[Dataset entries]
-------------------------

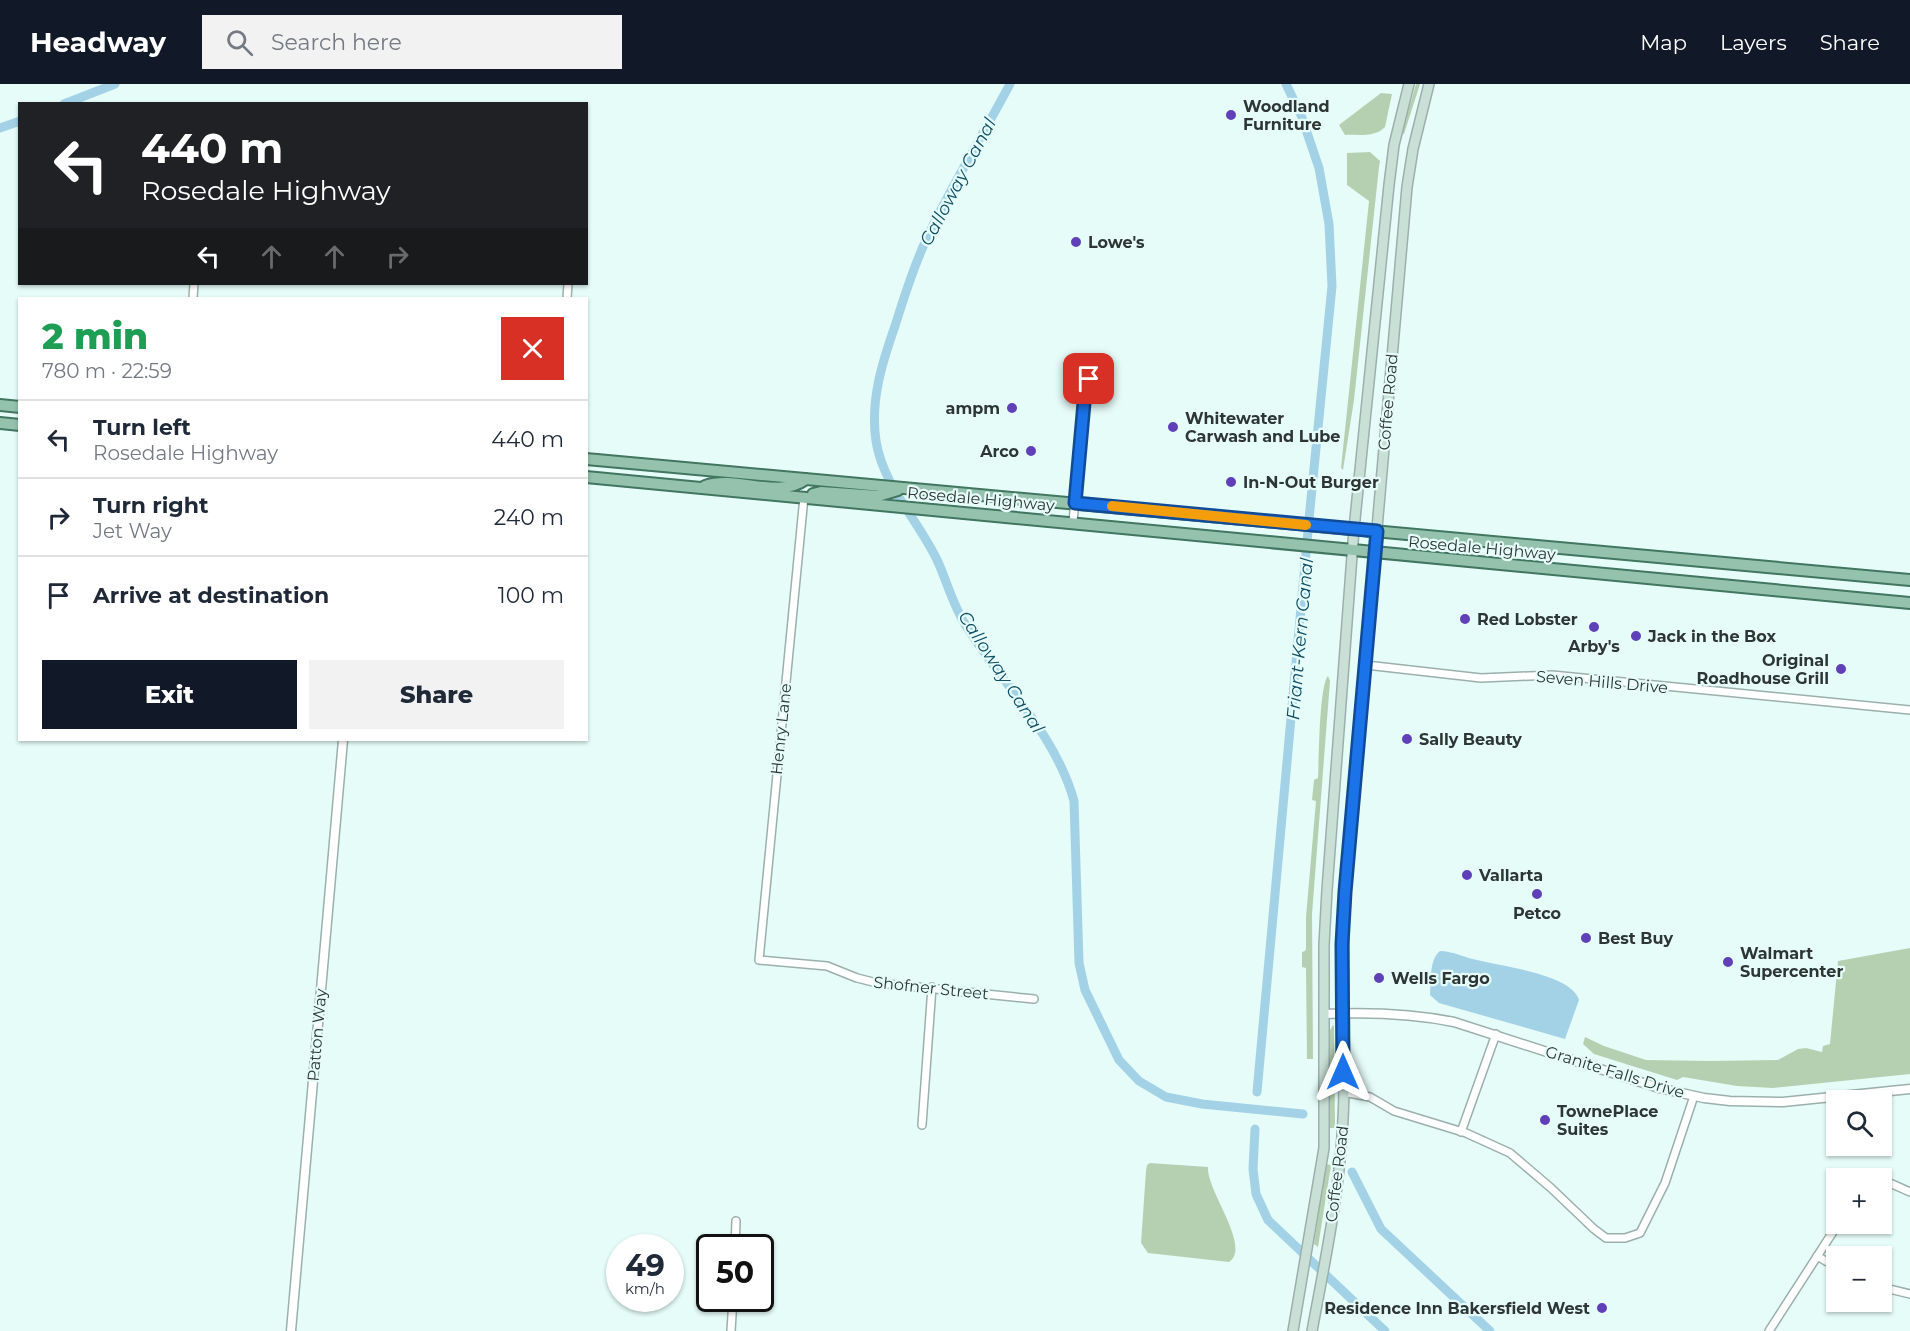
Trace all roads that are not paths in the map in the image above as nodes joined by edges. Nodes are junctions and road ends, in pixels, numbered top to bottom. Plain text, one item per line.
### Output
1 (1409, 84) edge
2 (1429, 84) edge
3 (1089, 379) dead end
4 (0, 405) edge
5 (18, 407) edge
6 (0, 423) edge
7 (18, 425) edge
8 (588, 459) edge
9 (588, 477) edge
10 (806, 479) junction
11 (699, 488) junction
12 (906, 488) junction
13 (804, 497) junction
14 (879, 500) junction
15 (1075, 503) junction
16 (1073, 522) junction
17 (1354, 530) junction
18 (1377, 531) junction
19 (1353, 550) junction
20 (1375, 553) junction
21 (1910, 580) edge
22 (1910, 603) edge
23 (1366, 665) junction
24 (1910, 710) edge
25 (343, 741) edge
26 (759, 960) joint
27 (932, 987) junction
28 (1034, 999) dead end
29 (1343, 1013) junction
30 (1324, 1014) junction
31 (1496, 1034) junction
32 (1910, 1089) edge
33 (1343, 1092) junction
34 (1694, 1096) junction
35 (922, 1125) dead end
36 (1461, 1132) junction
37 (1892, 1184) edge
38 (1910, 1192) edge
39 (736, 1221) dead end
40 (736, 1234) edge
41 (1831, 1234) edge
42 (1817, 1256) junction
43 (1826, 1261) edge
44 (1892, 1290) edge
45 (1910, 1294) edge
46 (732, 1312) edge
47 (291, 1331) edge
48 (731, 1331) edge
49 (1293, 1331) edge
50 (1312, 1331) edge
51 (1769, 1331) edge

1 - 17 main road, Coffee Road
2 - 18 main road, Coffee Road
3 - 15 street
4 - 5 main road
6 - 7 main road
8 - 10 main road, Rosedale Highway
9 - 11 main road, Rosedale Highway
10 - 11 main road
10 - 12 main road, Rosedale Highway
11 - 13 main road, Rosedale Highway
12 - 14 main road
12 - 15 main road, Rosedale Highway
13 - 14 main road, Rosedale Highway
13 - 26 street, Henry Lane
14 - 16 main road, Rosedale Highway
15 - 16 street
15 - 17 main road, Rosedale Highway
16 - 19 main road, Rosedale Highway
17 - 18 main road, Rosedale Highway
17 - 19 main road, Coffee Road
18 - 20 main road, Coffee Road
18 - 21 main road, Rosedale Highway
19 - 20 main road, Rosedale Highway
19 - 30 main road, Coffee Road
20 - 22 main road, Rosedale Highway
20 - 23 main road, Coffee Road
23 - 24 street, Seven Hills Drive
23 - 29 main road, Coffee Road
25 - 47 street, Patton Way
26 - 27 street, Shofner Street
27 - 28 street, Shofner Street
27 - 35 street
29 - 30 street, Granite Falls Drive
29 - 31 street, Granite Falls Drive
29 - 33 main road, Coffee Road
30 - 49 main road, Coffee Road
31 - 34 street, Granite Falls Drive
31 - 36 street
32 - 34 street, Granite Falls Drive
33 - 36 street
33 - 50 main road, Coffee Road
34 - 36 street
37 - 38 street
39 - 40 street
41 - 42 street
42 - 43 street
42 - 51 street
44 - 45 street
46 - 48 street

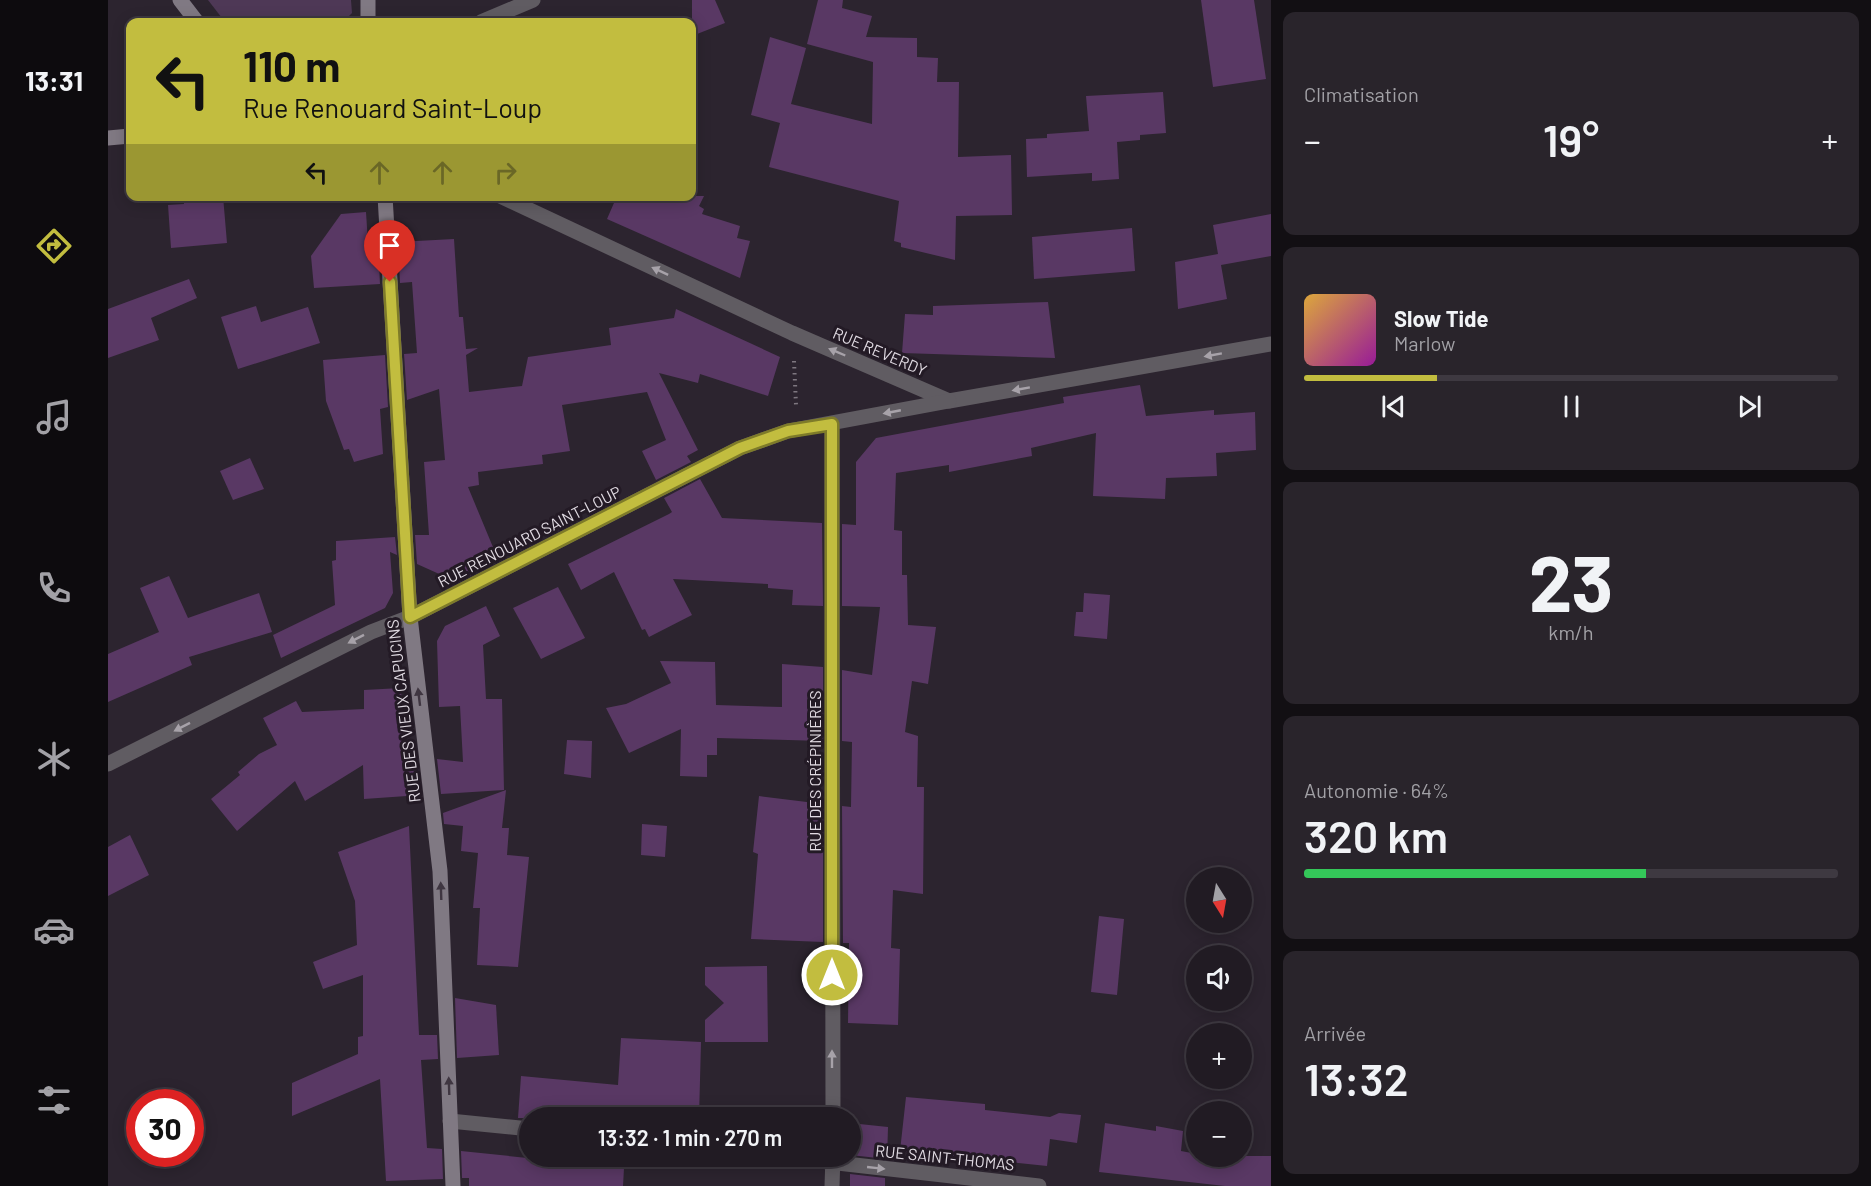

-------------------------

Work item.
Show the lines above that include "Granite".

Completed exercise.
29 - 30 street, Granite Falls Drive
29 - 31 street, Granite Falls Drive
31 - 34 street, Granite Falls Drive
32 - 34 street, Granite Falls Drive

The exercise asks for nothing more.